Prima di proseguire mi guardò, come per vedere se avessi domande.

«Va per feste e locali, e rimorchia, soprattutto persone più giovani di lei. Se li porta a casa – probabilmente ti avrà già detto che è separata – e la giostra continua a girare.»

Rimanemmo in silenzio qualche secondo. Poi mi voltai di nuovo verso il divanetto. Questa volta Clara era scomparsa. Alzai le spalle come per dire: ok, discorso chiuso.

«Allora hai organizzato la prossima partita?»

Aveva organizzato. Giocavamo sabato sera a casa di uno pieno di soldi, lì ad Altamura.
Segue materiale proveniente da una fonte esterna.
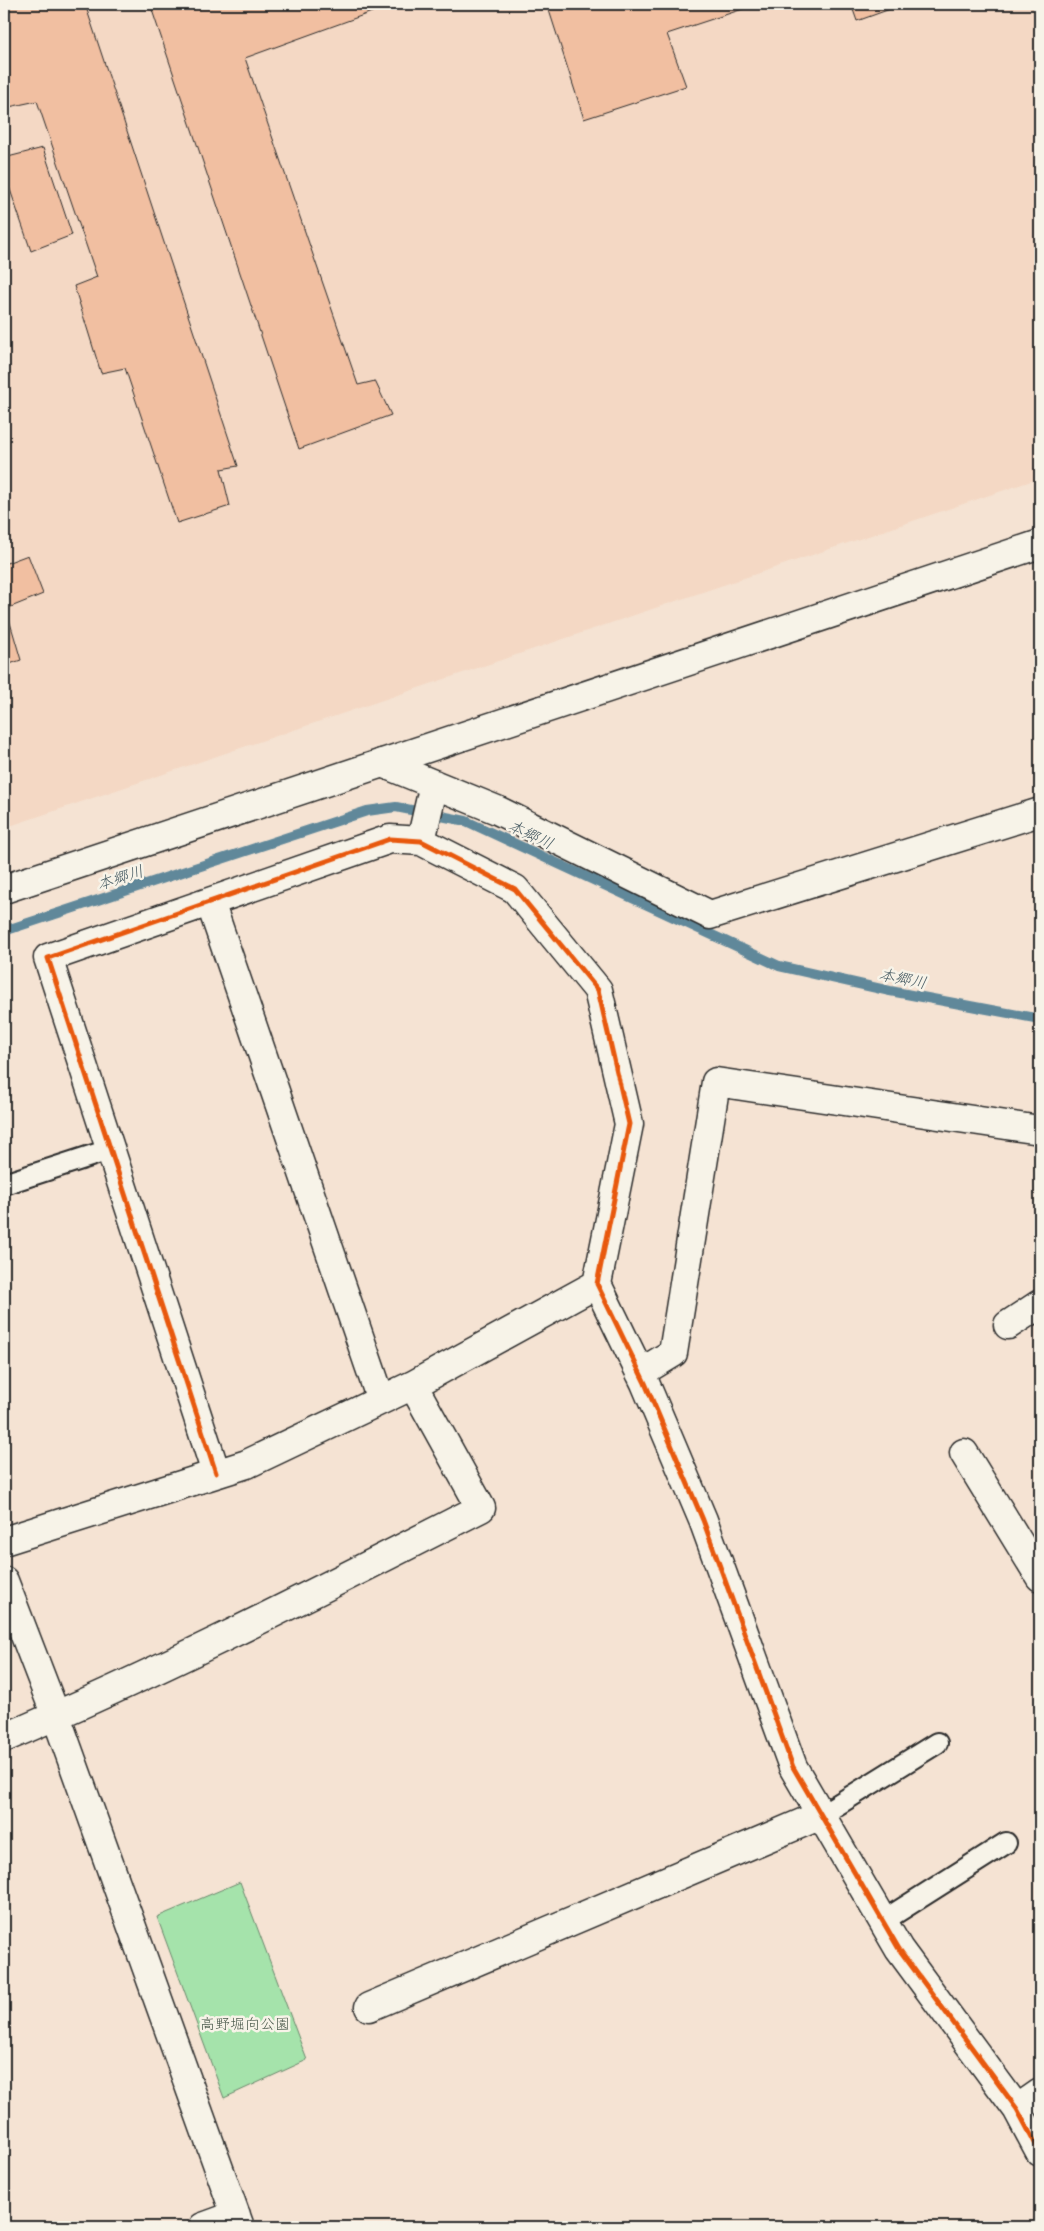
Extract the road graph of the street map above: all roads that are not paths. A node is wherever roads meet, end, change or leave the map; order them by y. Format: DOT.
graph roads {
  1 [pos="1040,544"];
  2 [pos="382,763"];
  3 [pos="433,785"];
  4 [pos="1040,812"];
  5 [pos="421,841"];
  6 [pos="4,889"];
  7 [pos="210,902"];
  8 [pos="1040,1130"];
  9 [pos="109,1150"];
  10 [pos="4,1184"];
  11 [pos="597,1284"];
  12 [pos="1040,1304"];
  13 [pos="1008,1325"];
  14 [pos="640,1372"];
  15 [pos="413,1385"];
  16 [pos="381,1400"];
  17 [pos="964,1453"];
  18 [pos="216,1473"];
  19 [pos="4,1541"];
  20 [pos="1040,1577"];
  21 [pos="4,1581"];
  22 [pos="56,1716"];
  23 [pos="4,1738"];
  24 [pos="937,1743"];
  25 [pos="821,1815"];
  26 [pos="1006,1843"];
  27 [pos="883,1921"];
  28 [pos="369,2007"];
  29 [pos="1040,2093"];
  30 [pos="1017,2109"];
  31 [pos="1040,2152"];
  32 [pos="238,2221"];
  33 [pos="203,2227"];
  1 -- 2 [label="street"];
  2 -- 3 [label="street"];
  2 -- 6 [label="street"];
  3 -- 4 [label="street"];
  3 -- 5 [label="street"];
  5 -- 7 [label="street"];
  5 -- 11 [label="street"];
  7 -- 9 [label="street"];
  7 -- 16 [label="street"];
  8 -- 14 [label="street"];
  9 -- 10 [label="lane"];
  9 -- 18 [label="street"];
  11 -- 14 [label="street"];
  11 -- 15 [label="street"];
  12 -- 13 [label="street"];
  14 -- 25 [label="street"];
  15 -- 16 [label="street"];
  15 -- 22 [label="street"];
  16 -- 18 [label="street"];
  17 -- 20 [label="street"];
  18 -- 19 [label="street"];
  21 -- 22 [label="street"];
  22 -- 23 [label="street"];
  22 -- 32 [label="street"];
  24 -- 25 [label="lane"];
  25 -- 27 [label="street"];
  25 -- 28 [label="street"];
  26 -- 27 [label="lane"];
  27 -- 30 [label="street"];
  29 -- 30 [label="street"];
  30 -- 31 [label="street"];
  32 -- 33 [label="street"];
}
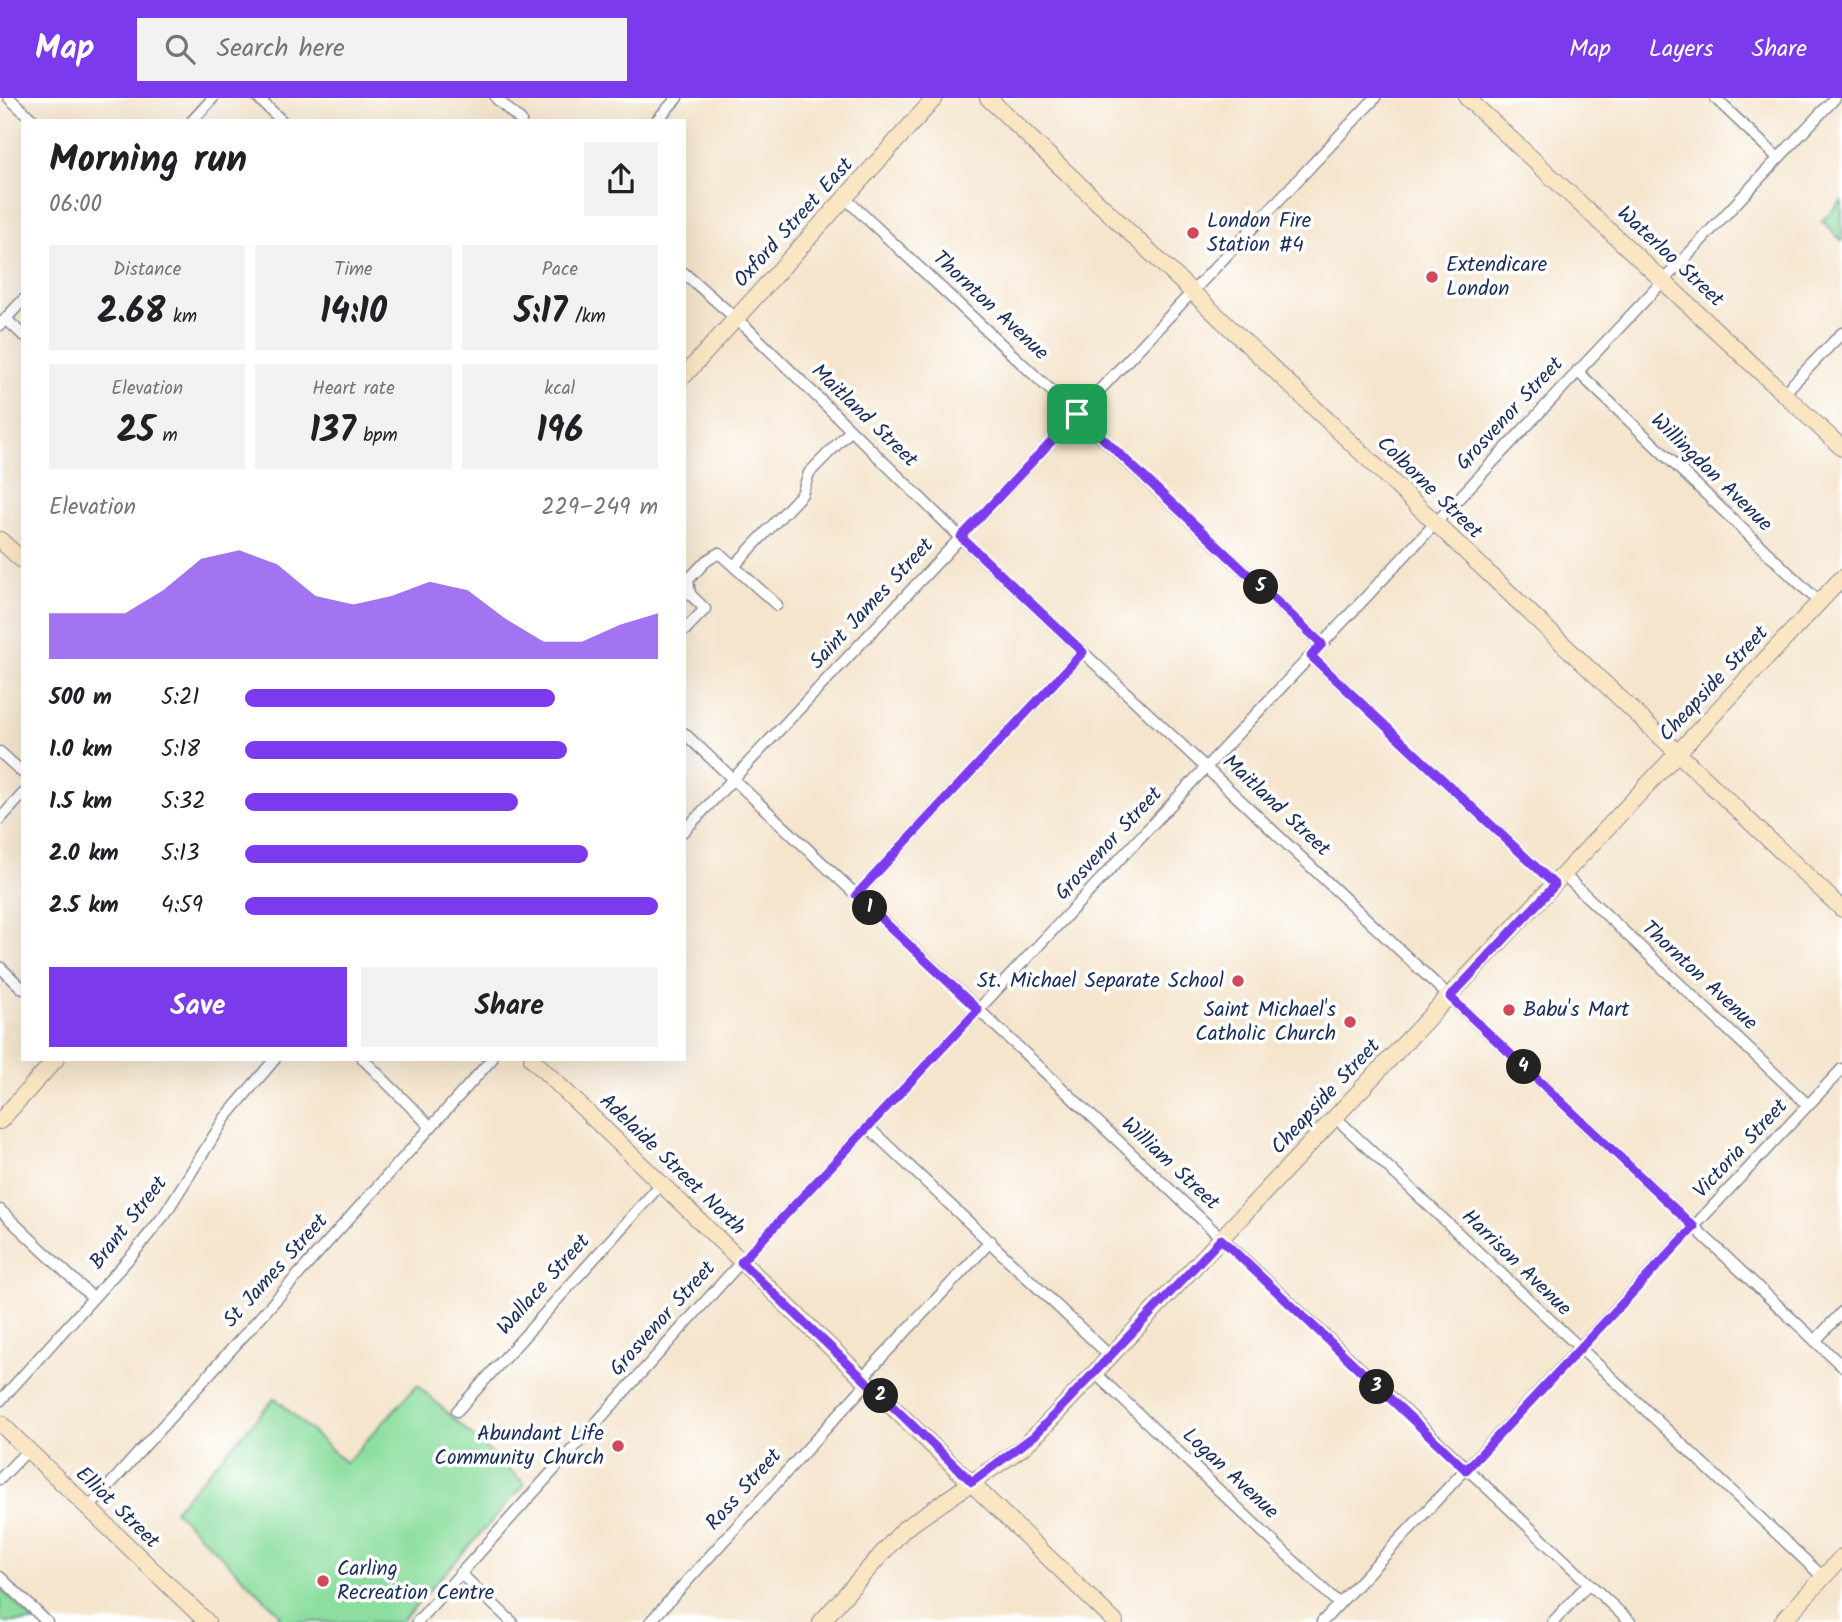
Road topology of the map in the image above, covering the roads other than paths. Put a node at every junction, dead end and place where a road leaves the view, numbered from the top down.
1 (9, 98) edge
2 (213, 98) edge
3 (258, 98) edge
4 (496, 98) edge
5 (677, 98) edge
6 (935, 98) edge
7 (988, 98) edge
8 (1375, 98) edge
9 (1468, 98) edge
10 (1715, 98) edge
11 (1835, 98) edge
12 (32, 119) edge
13 (194, 119) edge
14 (280, 119) edge
15 (519, 119) edge
16 (658, 119) edge
17 (1777, 157) junction
18 (845, 198) junction
19 (686, 275) edge
20 (1663, 280) junction
21 (1192, 291) junction
22 (21, 302) edge
23 (736, 319) junction
24 (3, 322) edge
25 (1842, 333) edge
26 (21, 334) edge
27 (1577, 372) junction
28 (686, 374) edge
29 (1784, 393) junction
30 (1077, 414) junction
31 (851, 430) junction
32 (1842, 448) edge
33 (1435, 523) junction
34 (961, 537) junction
35 (0, 540) edge
36 (21, 559) edge
37 (735, 565) junction
38 (1842, 578) edge
39 (1819, 602) junction
40 (777, 605) dead end
41 (686, 629) edge
42 (1322, 644) junction
43 (1083, 652) junction
44 (1311, 656) junction
45 (686, 735) edge
46 (0, 752) edge
47 (1679, 752) junction
48 (1206, 767) junction
49 (21, 772) edge
50 (733, 779) junction
51 (21, 796) edge
52 (0, 819) edge
53 (686, 829) edge
54 (1559, 880) junction
55 (856, 895) junction
56 (1842, 909) edge
57 (0, 967) edge
58 (21, 987) edge
59 (1450, 997) junction
60 (978, 1010) junction
61 (54, 1061) edge
62 (273, 1061) edge
63 (365, 1061) edge
64 (490, 1061) edge
65 (535, 1061) edge
66 (1842, 1069) edge
67 (1808, 1105) junction
68 (1336, 1118) junction
69 (0, 1121) edge
70 (868, 1127) junction
71 (431, 1128) junction
72 (661, 1184) junction
73 (0, 1210) edge
74 (1694, 1227) junction
75 (1221, 1239) junction
76 (991, 1241) junction
77 (741, 1262) junction
78 (93, 1298) junction
79 (1842, 1312) edge
80 (1815, 1341) junction
81 (1580, 1350) junction
82 (1110, 1356) junction
83 (1842, 1366) edge
84 (1095, 1373) junction
85 (865, 1380) junction
86 (0, 1401) edge
87 (457, 1411) dead end
88 (0, 1423) edge
89 (27, 1451) junction
90 (1466, 1470) junction
91 (0, 1479) edge
92 (972, 1482) junction
93 (88, 1509) junction
94 (1842, 1558) edge
95 (460, 1573) junction
96 (0, 1577) edge
97 (1824, 1578) junction
98 (1589, 1583) junction
99 (1339, 1604) junction
100 (47, 1622) edge
101 (206, 1622) edge
102 (417, 1622) edge
103 (512, 1622) edge
104 (650, 1622) edge
105 (821, 1622) edge
106 (1115, 1622) edge
107 (1322, 1622) edge
108 (1553, 1622) edge
109 (1630, 1622) edge
110 (1782, 1622) edge

1 - 12 street
2 - 13 street
3 - 14 street
4 - 15 street
5 - 16 street
6 - 18 street, Oxford Street East
7 - 21 street, Colborne Street
8 - 21 street, Saint James Street
9 - 20 street, Waterloo Street
10 - 17 street
11 - 17 street, Grosvenor Street
17 - 20 street, Grosvenor Street
18 - 23 street, Oxford Street East
18 - 30 street, Thornton Avenue
19 - 23 street, Maitland Street
20 - 27 street, Grosvenor Street
20 - 29 street, Waterloo Street
21 - 30 street, Saint James Street
21 - 33 street, Colborne Street
22 - 24 street
23 - 28 street, Oxford Street East
23 - 31 street, Maitland Street
24 - 26 street
25 - 29 street
27 - 33 street, Grosvenor Street
27 - 39 street, Willingdon Avenue
29 - 32 street, Waterloo Street
30 - 34 street, Saint James Street
30 - 42 street, Thornton Avenue
31 - 34 street, Maitland Street
31 - 37 street
33 - 42 street, Grosvenor Street
33 - 47 street, Colborne Street
34 - 43 street, Maitland Street
34 - 50 street, Saint James Street
35 - 36 street
37 - 40 street
37 - 41 street
38 - 39 street, Cheapside Street
39 - 47 street, Cheapside Street
42 - 44 street, Grosvenor Street
43 - 48 street, Maitland Street
43 - 55 street
44 - 48 street, Grosvenor Street
44 - 54 street, Thornton Avenue
45 - 50 street, William Street
46 - 49 street
47 - 54 street, Cheapside Street
47 - 56 street, Colborne Street
48 - 59 street, Maitland Street
48 - 60 street, Grosvenor Street
50 - 53 street, Saint James Street
50 - 55 street, William Street
51 - 52 street
54 - 59 street, Cheapside Street
54 - 67 street, Thornton Avenue
55 - 60 street, William Street
57 - 58 street
59 - 68 street, Cheapside Street
59 - 74 street, Maitland Street
60 - 70 street, Grosvenor Street
60 - 75 street, William Street
61 - 69 street
62 - 78 street, Brant Street
63 - 71 street
64 - 71 street, St James Street
65 - 72 street, Adelaide Street North
66 - 67 street, Victoria Street
67 - 74 street, Victoria Street
68 - 75 street, Cheapside Street
68 - 81 street, Harrison Avenue
70 - 76 street
70 - 77 street, Grosvenor Street
71 - 93 street, St James Street
72 - 77 street, Adelaide Street North
72 - 87 street, Wallace Street
73 - 78 street
74 - 80 street, Maitland Street
74 - 81 street, Victoria Street
75 - 82 street, Cheapside Street
75 - 90 street, William Street
76 - 82 street
76 - 85 street, Ross Street
77 - 85 street, Adelaide Street North
77 - 95 street, Grosvenor Street
78 - 86 street, Brant Street
79 - 80 street
80 - 83 street, Maitland Street
81 - 90 street, Victoria Street
81 - 97 street, Harrison Avenue
82 - 84 street, Cheapside Street
84 - 92 street, Cheapside Street
84 - 99 street, Logan Avenue
85 - 92 street, Adelaide Street North
85 - 104 street, Ross Street
88 - 89 street, Elliot Street
89 - 91 street
89 - 93 street, Elliot Street
90 - 98 street, William Street
90 - 99 street, Victoria Street
92 - 105 street, Cheapside Street
92 - 106 street, Adelaide Street North
93 - 101 street, Elliot Street
94 - 97 street
95 - 102 street, Grosvenor Street
95 - 103 street
96 - 100 street
97 - 110 street
98 - 108 street
98 - 109 street, William Street
99 - 107 street, Victoria Street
Così era meglio che non facessimo troppo tardi, quella sera. Pensai che fortunatamente Giulia sarebbe stata ancora malata e non avrei avuto problemi. Francesco mi diede una specie di pacca sulla spalla. Disse che mi avrebbe presentato lui qualcuna che valeva la pena, un'altra volta. Poi si allontanò di nuovo.

«Vado a stare un po' con Patrizia. Per buona educazione, sai» mi disse con un sorriso di intesa, e mi lasciò da solo.

All'improvviso mi sentivo vuoto e fuori posto. L'eccitazione di poco prima si era trasformata in qualcos'altro.

Spiacevole. Così vagai per la festa, bevvi qualche altro bicchiere, fumai altre sigarette, per tenermi occupato.

Finalmente, forse un'ora dopo, Francesco ritornò e disse che potevamo andare.